[ACTIVITY]:
Copy out, from the data, each line containing the string "left".

Stored data:
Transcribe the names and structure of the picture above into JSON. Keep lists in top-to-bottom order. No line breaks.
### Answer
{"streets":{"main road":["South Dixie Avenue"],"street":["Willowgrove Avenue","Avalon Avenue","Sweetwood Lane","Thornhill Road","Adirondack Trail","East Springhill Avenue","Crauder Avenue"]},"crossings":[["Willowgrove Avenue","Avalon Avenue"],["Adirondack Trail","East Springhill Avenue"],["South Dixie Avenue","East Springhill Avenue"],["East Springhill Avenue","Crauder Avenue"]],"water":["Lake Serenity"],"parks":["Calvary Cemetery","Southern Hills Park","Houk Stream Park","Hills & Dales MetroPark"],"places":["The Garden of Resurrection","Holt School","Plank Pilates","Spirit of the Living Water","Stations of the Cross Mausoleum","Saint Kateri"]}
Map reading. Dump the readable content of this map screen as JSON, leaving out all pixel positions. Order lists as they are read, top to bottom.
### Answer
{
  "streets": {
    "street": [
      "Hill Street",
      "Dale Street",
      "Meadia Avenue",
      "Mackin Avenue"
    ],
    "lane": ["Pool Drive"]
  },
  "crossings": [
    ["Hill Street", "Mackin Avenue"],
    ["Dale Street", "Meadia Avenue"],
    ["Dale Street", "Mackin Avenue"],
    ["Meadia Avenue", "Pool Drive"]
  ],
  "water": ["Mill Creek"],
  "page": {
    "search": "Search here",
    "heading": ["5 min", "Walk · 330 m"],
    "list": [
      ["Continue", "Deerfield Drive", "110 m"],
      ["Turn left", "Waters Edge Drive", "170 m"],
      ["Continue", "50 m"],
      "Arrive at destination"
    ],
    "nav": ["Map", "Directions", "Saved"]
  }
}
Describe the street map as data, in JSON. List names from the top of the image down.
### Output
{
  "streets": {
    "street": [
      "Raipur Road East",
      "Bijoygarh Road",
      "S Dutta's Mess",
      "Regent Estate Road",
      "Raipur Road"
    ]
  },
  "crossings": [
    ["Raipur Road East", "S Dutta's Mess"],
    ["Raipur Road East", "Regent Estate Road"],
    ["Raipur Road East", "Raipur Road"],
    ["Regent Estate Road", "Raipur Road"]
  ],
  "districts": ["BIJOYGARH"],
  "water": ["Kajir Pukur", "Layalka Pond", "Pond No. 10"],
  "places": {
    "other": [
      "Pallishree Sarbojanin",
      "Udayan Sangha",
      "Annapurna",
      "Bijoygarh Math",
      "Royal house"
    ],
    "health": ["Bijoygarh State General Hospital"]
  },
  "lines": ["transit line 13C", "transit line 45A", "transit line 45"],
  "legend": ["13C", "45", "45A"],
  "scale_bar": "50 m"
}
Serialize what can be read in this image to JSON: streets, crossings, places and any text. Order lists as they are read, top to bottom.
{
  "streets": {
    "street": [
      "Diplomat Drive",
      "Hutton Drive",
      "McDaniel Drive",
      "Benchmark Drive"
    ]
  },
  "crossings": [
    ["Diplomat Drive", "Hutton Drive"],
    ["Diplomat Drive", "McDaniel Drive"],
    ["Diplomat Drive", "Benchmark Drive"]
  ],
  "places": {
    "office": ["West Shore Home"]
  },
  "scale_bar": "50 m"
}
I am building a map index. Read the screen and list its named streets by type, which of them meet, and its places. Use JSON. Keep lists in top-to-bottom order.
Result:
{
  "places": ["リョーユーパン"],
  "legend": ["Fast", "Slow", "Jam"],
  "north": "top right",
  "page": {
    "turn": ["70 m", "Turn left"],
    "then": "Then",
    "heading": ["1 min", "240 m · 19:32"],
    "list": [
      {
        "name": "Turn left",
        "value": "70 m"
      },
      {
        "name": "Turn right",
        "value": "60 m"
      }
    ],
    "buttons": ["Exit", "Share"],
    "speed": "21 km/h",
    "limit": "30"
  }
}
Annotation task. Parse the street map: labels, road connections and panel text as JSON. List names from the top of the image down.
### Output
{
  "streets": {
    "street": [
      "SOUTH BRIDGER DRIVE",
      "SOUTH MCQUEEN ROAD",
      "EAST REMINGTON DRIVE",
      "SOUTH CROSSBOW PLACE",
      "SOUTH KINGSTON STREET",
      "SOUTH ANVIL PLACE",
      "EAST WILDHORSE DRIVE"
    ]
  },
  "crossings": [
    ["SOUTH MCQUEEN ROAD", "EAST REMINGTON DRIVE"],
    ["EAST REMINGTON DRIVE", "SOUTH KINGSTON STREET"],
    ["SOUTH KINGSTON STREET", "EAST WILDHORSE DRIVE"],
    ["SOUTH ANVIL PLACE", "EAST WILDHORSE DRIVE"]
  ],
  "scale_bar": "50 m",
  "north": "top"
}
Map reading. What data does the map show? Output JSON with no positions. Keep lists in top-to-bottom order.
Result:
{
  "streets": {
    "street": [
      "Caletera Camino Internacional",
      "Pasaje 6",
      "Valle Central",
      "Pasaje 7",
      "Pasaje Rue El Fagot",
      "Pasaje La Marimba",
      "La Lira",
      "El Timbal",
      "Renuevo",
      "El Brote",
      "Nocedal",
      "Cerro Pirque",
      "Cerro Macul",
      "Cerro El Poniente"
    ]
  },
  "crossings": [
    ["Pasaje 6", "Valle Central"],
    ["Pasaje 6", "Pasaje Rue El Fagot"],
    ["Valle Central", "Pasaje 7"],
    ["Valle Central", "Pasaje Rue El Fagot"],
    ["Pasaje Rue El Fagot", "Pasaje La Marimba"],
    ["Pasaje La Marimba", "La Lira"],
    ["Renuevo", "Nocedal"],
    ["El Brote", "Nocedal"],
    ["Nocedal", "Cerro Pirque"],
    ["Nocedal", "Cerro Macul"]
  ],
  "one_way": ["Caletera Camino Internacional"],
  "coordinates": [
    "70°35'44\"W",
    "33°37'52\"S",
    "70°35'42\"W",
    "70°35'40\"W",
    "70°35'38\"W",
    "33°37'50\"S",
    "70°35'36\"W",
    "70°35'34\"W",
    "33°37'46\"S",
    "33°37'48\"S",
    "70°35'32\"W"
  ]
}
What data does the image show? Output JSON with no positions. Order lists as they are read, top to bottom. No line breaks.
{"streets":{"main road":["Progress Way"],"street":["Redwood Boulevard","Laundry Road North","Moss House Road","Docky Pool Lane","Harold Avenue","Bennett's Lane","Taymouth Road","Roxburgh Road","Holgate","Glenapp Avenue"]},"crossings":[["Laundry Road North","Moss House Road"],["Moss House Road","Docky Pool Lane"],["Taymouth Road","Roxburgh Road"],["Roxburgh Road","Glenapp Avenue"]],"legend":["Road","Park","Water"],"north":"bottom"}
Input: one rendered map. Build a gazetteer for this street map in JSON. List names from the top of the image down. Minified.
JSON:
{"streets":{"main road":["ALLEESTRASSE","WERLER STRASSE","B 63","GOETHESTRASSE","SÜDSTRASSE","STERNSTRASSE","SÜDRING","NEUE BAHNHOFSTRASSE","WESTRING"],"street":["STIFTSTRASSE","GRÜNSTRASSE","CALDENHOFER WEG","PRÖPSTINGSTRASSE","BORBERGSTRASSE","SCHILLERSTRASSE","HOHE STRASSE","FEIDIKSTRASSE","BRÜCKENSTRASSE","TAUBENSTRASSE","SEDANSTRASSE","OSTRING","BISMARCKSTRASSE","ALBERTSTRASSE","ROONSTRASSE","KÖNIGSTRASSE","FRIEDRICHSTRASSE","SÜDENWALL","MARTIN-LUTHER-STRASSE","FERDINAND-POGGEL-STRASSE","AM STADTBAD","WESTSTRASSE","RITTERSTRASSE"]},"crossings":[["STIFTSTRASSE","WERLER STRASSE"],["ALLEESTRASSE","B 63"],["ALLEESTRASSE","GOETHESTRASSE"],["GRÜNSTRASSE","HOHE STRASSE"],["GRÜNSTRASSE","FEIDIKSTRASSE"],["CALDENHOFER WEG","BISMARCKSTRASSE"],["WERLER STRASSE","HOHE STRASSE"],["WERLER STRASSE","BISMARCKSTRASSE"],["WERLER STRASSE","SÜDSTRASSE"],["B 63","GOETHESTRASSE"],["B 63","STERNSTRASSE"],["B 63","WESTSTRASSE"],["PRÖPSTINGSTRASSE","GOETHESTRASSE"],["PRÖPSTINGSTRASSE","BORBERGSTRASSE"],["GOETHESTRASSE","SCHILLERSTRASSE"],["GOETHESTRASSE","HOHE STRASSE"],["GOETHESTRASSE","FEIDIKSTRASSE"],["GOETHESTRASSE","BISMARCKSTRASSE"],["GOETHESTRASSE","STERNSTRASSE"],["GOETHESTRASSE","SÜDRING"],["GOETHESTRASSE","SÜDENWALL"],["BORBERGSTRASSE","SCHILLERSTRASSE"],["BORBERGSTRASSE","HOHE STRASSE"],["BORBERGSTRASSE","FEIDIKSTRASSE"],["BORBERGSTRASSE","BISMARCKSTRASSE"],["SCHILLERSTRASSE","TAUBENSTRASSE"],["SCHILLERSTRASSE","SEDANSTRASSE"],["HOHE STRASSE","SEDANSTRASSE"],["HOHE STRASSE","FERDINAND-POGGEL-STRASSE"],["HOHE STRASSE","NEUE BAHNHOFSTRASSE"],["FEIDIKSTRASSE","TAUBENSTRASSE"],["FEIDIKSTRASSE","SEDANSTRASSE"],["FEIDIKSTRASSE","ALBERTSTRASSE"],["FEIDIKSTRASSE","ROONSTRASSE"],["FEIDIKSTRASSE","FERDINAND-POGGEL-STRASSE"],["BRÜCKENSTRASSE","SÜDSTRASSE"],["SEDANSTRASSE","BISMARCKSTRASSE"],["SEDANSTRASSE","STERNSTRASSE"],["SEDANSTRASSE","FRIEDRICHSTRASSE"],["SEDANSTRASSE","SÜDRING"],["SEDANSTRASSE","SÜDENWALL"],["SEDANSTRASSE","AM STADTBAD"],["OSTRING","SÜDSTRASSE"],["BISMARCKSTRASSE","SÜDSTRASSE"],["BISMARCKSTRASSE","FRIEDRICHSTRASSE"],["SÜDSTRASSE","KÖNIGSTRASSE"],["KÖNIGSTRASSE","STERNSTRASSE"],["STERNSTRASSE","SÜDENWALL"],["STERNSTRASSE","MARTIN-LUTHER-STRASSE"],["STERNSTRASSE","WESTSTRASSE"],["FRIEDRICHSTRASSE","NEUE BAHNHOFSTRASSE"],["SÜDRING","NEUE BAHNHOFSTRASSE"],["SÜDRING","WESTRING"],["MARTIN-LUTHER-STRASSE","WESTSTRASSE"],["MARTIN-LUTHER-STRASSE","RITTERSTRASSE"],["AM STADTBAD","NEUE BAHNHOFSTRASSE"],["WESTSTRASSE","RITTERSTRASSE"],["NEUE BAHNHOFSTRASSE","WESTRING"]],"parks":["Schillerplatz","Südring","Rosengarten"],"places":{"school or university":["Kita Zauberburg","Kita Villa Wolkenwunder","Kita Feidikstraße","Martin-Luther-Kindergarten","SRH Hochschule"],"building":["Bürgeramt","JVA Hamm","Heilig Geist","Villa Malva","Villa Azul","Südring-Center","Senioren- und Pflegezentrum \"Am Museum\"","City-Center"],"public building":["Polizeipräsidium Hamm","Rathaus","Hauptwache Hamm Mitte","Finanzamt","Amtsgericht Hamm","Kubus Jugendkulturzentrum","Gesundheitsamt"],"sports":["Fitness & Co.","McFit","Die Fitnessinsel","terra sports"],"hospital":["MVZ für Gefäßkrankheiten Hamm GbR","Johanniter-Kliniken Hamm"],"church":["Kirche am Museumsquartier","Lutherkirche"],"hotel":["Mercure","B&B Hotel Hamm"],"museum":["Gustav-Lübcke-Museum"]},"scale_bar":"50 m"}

[TASK RESPONSE]:
      ["Turn left", "Waters Edge Drive", "170 m"],
    "turn": ["70 m", "Turn left"],
        "name": "Turn left",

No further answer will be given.